Frequentemente encontram-se nas notas de viagem da Santa Madre comparações belíssimas entre a vida espiritual e os elementos da natureza. Leia-se, por exemplo, este trecho:
"Quantos belos pensamentos sugere a calma do mar. Vê-se nela a felicidade de uma alma que vive na tranquilidade da graça de Deus. Para esta alma afortunada tudo é calmo; a paz não é perturbada; ela tem a capacidade de elevar-se à sublimidade dos divinos Mistérios. O mar nos oferece uma visão da imensidade do poder de Deus, o qual comanda a estas águas infinitas, que poderiam levantar-se em ondas violentas, mas que, pelo contrário, se mantêm calmas e tranquilas. Deus comanda, o mar obedece. Se também em Religião cada Irmã obedecer à sua Superiora, com perfeita submissão, isto é, sem ater-se ao seu próprio julgamento, — que calma, que tranquilidade, que doçura do Paraíso não terá! [...] Minhas filhas, sede puramente desinteressadas, desapegadas de todas as coisas e de todas as pessoas, inclusive de vós mesmas, de vossos desejos, de vossas inclinações, e então sereis como um verdadeiro mar de paz" ("Travels...", p. 5).
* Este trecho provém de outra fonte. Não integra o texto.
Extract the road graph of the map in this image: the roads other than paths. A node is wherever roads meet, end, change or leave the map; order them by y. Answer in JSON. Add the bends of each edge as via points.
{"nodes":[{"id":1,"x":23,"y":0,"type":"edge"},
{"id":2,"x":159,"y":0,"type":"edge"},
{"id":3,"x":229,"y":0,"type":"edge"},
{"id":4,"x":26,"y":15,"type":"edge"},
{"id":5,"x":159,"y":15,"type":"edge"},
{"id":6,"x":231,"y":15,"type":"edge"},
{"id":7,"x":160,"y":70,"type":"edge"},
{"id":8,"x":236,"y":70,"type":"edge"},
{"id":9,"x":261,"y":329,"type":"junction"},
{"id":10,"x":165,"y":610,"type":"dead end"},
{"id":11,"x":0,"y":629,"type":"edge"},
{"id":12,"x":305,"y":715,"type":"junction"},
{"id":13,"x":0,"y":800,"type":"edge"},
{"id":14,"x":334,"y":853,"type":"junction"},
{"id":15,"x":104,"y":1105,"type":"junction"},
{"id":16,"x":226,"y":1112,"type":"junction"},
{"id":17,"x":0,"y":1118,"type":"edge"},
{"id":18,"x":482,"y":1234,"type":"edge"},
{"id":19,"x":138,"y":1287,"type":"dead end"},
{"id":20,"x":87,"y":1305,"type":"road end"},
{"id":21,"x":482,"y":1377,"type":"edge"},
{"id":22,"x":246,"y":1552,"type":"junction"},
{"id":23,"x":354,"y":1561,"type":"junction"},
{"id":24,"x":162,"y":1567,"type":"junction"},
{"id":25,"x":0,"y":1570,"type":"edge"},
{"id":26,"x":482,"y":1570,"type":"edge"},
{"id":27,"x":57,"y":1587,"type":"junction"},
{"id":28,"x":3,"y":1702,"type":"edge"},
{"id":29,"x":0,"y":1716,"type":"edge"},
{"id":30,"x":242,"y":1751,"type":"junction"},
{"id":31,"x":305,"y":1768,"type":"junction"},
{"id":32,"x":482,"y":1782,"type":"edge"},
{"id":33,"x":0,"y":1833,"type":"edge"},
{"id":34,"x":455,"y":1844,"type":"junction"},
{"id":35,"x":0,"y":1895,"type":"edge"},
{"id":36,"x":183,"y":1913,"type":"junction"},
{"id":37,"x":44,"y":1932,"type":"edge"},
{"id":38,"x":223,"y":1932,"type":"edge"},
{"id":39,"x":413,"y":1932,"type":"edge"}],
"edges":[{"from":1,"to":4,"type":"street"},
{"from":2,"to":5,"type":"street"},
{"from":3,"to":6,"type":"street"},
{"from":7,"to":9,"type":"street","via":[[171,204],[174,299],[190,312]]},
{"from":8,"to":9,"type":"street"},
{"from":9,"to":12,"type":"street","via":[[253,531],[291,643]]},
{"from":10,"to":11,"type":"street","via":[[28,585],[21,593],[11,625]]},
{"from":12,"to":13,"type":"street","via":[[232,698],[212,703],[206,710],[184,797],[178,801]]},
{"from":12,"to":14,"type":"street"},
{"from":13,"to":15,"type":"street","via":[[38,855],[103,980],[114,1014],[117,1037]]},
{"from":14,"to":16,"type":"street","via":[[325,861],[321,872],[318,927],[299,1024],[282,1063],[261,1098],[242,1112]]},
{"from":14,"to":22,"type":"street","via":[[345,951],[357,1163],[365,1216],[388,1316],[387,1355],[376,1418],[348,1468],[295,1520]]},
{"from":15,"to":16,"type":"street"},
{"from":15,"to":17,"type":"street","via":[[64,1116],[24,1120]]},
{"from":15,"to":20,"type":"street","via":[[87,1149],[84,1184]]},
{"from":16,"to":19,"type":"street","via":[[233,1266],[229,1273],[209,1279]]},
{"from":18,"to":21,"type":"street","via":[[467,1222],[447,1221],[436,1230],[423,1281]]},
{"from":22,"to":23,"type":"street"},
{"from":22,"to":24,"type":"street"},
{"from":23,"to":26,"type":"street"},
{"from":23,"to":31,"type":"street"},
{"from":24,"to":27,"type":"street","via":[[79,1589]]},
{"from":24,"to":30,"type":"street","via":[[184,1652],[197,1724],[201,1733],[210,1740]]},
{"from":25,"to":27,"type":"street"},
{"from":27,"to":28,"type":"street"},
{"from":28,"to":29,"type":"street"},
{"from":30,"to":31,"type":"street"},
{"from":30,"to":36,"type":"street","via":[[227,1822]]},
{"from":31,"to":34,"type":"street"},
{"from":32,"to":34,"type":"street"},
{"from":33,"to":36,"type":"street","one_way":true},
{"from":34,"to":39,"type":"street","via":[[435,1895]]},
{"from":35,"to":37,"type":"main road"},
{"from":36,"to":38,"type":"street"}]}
E em outro documento: "O céu está azul e o horizonte é amplo. Isto é uma imagem do amor de Deus quando ele toma posse de uma alma e a torna capaz de uma imensidade de santas obras. Sim! A graça é um infinito tesouro de Deus e aqueles que a recebem e fazem bom uso dela são verdadeiramente participantes da amizade de Deus" ("Travels...", p. 8).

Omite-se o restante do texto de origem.